ACN school kicked off our Hawaiian-shirt-themed festivities with a few activities throughout the day. The end of the week started with making merit, offering alms to monks and bathing a Buddha image. Later in the afternoon, the kids of summer school let hell break loose and commenced a giant water fight! I always get excited when there’s an activity at school, because it usually gives a taste of celebrations to come and gets the teachers a little bit closer together. The school don’t often do things by halves either!
I was fortunate enough to experience a more traditional side to Songkran with a Thai friend’s family on the second day of the festival. Pimmy (our Thai friend) and her parents kindly took us to her maternal grandmother’s home, where a huge spread of lunch had been prepared. It was a truly humbling experience for us to be welcomed in such a way, and to gain a true insight to Thai lifestyle and culture. It’s clear that family is the grounded root of all that’s important to Thai people, and certain traditions, such as a family ritual they performed, are maintained through generations. The importance of these traditions never wavers.
The early afternoon was spent at Wat Luang Phor Toh, known only as “the big white temple on the way to Bangkok” for the past six months. This impressive temple is visible from the highway leading into Nakhonratchasima and surrounds itself with a lake and gardens. The environment is naturally tranquil, even with a mass amount of people on such a special day.
Korat very rarely gets people’s attention, but people had come from all over 13th, 14th and 15th April to be part of the city’s celebrations.
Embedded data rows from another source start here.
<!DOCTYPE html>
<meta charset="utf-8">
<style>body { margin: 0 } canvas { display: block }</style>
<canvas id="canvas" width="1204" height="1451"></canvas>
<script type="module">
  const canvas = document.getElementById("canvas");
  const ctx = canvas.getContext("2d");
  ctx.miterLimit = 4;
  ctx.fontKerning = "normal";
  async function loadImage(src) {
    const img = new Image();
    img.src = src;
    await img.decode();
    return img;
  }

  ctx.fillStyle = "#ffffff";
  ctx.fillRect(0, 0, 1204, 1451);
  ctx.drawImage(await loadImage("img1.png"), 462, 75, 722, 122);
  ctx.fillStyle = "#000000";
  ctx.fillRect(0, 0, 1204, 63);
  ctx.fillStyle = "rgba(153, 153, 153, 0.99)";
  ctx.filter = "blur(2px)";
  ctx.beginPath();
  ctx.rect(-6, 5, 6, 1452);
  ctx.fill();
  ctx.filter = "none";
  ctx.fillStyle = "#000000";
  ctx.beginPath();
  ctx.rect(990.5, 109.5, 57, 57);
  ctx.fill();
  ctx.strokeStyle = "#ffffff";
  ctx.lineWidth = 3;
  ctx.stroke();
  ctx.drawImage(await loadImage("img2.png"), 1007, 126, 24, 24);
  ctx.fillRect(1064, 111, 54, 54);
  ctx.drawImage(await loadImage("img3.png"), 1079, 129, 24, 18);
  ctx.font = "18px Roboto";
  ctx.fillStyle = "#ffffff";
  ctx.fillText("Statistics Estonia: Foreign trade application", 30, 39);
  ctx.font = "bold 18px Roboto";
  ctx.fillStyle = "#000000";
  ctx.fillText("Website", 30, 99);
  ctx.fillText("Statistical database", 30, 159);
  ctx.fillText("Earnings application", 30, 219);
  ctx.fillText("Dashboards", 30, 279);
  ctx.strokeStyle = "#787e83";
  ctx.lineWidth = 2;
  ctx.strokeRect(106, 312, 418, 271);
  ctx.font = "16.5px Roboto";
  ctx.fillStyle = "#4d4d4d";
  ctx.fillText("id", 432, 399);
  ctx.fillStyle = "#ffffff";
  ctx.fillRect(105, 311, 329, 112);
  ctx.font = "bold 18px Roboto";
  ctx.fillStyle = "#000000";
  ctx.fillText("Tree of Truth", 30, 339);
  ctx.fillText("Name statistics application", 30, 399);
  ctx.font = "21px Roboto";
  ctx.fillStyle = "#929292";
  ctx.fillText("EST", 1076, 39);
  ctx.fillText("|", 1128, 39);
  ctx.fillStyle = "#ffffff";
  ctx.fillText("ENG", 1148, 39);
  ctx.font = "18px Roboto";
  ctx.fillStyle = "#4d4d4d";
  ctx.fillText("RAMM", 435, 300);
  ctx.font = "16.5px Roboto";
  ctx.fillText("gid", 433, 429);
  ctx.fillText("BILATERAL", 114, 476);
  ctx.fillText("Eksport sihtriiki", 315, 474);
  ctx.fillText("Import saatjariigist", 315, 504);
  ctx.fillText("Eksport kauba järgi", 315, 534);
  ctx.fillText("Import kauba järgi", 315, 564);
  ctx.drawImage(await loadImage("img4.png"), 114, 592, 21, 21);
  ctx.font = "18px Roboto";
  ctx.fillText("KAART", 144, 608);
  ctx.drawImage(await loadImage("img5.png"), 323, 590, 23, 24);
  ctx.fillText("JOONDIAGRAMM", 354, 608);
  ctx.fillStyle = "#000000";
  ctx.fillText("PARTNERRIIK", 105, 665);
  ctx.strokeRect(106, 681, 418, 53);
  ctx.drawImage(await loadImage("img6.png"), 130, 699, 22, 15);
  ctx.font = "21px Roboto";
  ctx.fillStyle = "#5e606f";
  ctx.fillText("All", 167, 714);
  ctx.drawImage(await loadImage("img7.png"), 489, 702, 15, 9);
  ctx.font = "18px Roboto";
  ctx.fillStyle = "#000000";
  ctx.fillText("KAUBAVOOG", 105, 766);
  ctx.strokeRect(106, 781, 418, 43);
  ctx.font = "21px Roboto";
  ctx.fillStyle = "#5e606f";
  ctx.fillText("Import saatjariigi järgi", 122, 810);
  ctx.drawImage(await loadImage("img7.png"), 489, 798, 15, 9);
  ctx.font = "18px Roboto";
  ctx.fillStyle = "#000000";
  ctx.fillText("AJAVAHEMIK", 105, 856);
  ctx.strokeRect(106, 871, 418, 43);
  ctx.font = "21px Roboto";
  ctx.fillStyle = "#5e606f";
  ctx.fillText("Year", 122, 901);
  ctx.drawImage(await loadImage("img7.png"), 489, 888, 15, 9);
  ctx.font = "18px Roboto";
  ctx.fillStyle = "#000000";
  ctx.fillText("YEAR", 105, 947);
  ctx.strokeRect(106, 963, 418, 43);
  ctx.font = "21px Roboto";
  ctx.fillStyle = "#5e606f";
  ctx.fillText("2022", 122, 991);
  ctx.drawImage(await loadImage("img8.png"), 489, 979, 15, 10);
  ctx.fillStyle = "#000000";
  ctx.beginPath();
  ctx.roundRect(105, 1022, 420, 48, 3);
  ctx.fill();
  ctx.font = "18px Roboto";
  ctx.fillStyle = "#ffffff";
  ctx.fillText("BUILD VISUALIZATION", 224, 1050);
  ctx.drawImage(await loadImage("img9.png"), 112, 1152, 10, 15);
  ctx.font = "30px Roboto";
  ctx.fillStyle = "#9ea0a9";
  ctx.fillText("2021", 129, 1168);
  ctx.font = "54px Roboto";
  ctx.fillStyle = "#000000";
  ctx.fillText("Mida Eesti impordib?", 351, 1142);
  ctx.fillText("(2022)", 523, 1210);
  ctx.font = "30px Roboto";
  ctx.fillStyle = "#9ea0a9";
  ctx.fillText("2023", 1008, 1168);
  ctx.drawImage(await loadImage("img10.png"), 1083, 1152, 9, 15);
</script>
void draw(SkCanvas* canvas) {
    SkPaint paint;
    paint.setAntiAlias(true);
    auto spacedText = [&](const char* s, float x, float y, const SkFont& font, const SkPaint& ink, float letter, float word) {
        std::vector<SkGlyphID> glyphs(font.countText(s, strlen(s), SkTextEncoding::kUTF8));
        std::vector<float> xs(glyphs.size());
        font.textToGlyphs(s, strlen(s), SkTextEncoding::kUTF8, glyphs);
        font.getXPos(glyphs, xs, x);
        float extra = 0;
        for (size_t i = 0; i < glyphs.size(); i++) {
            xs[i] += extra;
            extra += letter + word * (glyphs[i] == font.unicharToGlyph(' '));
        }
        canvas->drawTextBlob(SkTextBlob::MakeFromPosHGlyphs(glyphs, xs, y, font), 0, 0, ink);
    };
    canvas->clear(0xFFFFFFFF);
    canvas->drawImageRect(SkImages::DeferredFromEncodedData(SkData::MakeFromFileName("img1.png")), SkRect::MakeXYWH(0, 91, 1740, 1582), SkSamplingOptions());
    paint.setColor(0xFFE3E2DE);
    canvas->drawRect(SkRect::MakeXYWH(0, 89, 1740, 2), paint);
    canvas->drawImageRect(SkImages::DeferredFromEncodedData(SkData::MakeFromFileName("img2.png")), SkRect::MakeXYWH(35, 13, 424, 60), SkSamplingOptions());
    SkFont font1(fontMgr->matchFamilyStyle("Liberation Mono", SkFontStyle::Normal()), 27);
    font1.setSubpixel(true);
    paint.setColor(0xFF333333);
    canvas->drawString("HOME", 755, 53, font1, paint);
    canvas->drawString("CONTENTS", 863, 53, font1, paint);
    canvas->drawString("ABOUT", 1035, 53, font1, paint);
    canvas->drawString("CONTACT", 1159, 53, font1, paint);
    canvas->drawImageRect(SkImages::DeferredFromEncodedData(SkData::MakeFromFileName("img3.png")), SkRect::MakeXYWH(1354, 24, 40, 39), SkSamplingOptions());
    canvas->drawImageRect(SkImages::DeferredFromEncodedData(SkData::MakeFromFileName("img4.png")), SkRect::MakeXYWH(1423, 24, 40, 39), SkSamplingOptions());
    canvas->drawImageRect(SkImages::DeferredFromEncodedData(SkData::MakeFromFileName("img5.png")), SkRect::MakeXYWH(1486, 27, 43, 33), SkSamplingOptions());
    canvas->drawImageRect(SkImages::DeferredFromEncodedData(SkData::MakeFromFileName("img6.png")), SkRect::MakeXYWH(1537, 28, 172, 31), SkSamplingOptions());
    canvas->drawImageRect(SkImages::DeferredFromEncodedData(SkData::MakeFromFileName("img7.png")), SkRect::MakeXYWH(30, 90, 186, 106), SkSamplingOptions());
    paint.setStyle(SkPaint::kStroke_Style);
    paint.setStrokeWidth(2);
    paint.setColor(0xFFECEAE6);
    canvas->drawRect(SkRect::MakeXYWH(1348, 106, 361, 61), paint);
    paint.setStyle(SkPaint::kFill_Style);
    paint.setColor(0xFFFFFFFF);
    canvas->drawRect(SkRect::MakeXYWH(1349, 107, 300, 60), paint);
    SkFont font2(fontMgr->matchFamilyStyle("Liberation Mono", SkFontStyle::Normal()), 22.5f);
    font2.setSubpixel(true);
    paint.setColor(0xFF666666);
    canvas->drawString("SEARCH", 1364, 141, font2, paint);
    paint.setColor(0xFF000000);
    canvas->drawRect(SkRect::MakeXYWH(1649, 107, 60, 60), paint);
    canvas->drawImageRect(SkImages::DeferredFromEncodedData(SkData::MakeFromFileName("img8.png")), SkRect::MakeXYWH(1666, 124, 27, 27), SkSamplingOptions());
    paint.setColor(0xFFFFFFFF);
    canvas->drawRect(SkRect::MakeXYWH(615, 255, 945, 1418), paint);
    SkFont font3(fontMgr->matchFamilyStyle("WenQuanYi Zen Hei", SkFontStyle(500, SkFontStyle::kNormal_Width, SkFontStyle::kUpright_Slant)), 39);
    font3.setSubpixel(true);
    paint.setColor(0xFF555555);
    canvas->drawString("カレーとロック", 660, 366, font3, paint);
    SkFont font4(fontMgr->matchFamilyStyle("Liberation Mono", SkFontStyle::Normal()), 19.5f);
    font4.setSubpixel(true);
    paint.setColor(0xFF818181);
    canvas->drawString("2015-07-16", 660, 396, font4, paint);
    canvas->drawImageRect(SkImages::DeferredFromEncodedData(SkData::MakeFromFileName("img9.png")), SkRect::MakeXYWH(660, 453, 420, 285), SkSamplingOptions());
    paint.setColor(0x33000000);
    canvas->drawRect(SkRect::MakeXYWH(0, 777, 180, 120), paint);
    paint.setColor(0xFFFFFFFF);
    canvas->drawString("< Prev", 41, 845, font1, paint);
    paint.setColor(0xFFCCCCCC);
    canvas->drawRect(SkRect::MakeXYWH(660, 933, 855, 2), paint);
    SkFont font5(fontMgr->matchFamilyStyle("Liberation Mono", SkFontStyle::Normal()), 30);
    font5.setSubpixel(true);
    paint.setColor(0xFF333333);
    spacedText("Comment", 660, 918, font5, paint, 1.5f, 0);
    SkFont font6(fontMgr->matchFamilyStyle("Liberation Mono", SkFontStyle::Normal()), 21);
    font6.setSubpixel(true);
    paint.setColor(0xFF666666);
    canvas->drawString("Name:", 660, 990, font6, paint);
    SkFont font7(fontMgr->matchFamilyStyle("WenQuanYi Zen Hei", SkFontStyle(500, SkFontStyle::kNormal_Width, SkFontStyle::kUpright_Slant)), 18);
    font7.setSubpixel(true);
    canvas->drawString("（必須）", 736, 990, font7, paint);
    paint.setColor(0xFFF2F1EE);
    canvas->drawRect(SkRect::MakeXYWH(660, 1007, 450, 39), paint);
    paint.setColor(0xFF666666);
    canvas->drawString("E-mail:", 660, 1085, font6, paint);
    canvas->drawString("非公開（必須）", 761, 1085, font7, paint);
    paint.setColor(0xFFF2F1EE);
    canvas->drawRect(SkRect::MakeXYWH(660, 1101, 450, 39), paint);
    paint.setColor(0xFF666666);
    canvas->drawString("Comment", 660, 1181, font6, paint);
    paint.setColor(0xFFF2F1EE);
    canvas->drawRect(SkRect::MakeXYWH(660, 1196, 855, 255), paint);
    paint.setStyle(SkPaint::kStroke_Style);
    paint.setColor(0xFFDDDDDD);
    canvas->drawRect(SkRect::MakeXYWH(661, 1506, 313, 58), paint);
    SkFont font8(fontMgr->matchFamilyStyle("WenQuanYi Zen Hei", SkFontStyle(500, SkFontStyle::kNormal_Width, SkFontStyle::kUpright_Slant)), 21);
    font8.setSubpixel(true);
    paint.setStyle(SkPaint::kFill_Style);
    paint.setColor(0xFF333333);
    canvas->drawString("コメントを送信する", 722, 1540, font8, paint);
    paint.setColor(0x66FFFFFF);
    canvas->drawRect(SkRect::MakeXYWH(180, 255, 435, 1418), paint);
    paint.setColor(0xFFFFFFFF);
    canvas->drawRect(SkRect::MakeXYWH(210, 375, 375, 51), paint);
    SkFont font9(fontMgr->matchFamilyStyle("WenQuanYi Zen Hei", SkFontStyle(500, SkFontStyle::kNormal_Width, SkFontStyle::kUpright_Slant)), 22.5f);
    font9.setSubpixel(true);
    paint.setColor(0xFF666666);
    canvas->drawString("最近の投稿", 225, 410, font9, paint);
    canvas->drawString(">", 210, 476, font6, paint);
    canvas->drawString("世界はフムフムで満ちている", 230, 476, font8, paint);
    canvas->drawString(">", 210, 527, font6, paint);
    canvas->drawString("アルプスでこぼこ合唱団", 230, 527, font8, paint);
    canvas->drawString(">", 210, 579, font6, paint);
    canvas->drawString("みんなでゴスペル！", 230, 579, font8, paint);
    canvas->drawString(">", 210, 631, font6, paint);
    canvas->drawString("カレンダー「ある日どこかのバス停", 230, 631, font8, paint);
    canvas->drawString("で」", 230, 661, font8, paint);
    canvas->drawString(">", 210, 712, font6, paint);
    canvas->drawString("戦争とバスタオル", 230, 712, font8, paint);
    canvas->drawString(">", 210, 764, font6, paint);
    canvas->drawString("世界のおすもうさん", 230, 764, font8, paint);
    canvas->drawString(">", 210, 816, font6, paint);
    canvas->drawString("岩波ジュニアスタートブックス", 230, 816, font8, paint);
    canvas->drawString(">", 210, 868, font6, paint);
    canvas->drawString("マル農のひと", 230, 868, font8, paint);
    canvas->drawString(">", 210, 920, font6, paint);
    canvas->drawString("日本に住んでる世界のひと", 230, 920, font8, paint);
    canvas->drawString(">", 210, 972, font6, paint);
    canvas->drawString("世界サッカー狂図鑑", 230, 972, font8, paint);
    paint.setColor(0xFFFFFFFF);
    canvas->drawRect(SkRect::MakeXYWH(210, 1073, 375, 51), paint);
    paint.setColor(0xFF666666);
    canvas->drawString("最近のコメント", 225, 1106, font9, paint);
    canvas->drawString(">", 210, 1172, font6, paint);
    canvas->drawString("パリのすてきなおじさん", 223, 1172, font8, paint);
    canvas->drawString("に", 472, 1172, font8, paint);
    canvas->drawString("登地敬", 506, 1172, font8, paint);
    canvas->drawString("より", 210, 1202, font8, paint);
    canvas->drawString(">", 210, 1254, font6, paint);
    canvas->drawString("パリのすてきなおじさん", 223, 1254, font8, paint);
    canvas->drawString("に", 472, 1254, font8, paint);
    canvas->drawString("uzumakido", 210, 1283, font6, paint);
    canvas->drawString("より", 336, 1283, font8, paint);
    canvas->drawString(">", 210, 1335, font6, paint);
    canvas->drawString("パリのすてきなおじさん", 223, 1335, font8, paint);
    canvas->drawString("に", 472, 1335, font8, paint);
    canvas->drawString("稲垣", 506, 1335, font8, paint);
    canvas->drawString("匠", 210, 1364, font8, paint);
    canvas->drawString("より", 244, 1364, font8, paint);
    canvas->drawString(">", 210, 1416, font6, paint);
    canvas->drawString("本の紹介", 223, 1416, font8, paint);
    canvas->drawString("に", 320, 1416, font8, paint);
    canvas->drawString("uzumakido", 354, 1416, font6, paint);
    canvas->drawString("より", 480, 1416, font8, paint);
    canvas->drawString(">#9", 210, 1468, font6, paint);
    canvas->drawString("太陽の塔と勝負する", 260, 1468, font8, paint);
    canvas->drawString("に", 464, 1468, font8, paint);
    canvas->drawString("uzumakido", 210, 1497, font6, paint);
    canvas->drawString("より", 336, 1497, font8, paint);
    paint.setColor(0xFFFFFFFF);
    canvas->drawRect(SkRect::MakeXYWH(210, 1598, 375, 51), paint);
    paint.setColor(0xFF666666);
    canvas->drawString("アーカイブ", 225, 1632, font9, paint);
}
Within minutes of stepping into the town centre a little before noon, I’d had a couple of basins poured over my head and families offering me beer or whiskey, and things didn’t change much throughout the day – which I’m not too sure was warm enough to warrant getting so soaked! Groups gather along the streets with huge storages of cold water, splashing passers by or cars. People stand in the back of pick up trucks armed with water guns and buckets. Only muppet brains here was caught unprepared, with a leaking Rilakkuma water gun (at least it was cute) and squelchy shoes.
As the day goes on, the talcum powder comes out and something that resembles papier mâché that will get everywhere and I mean everywhere. Youths migrate to Yamo’s giant paddling pool in the avi and shake their bodies ’til the sun starts setting. Regardless of the Thai EDM music that is in my opinion notoriously naff, the atmosphere was wild and there were only good vibes. What’s more is that some parties don’t begin until the sun’s gone in; a hotel in the city centre threw a foam party where the love, Chang beer (and the terrible EDM) keeps on going. True to Korat’s nature all things were packed up and finished by midnight – probably so the kids I recognised from my Primary 6 can get home by bedtime!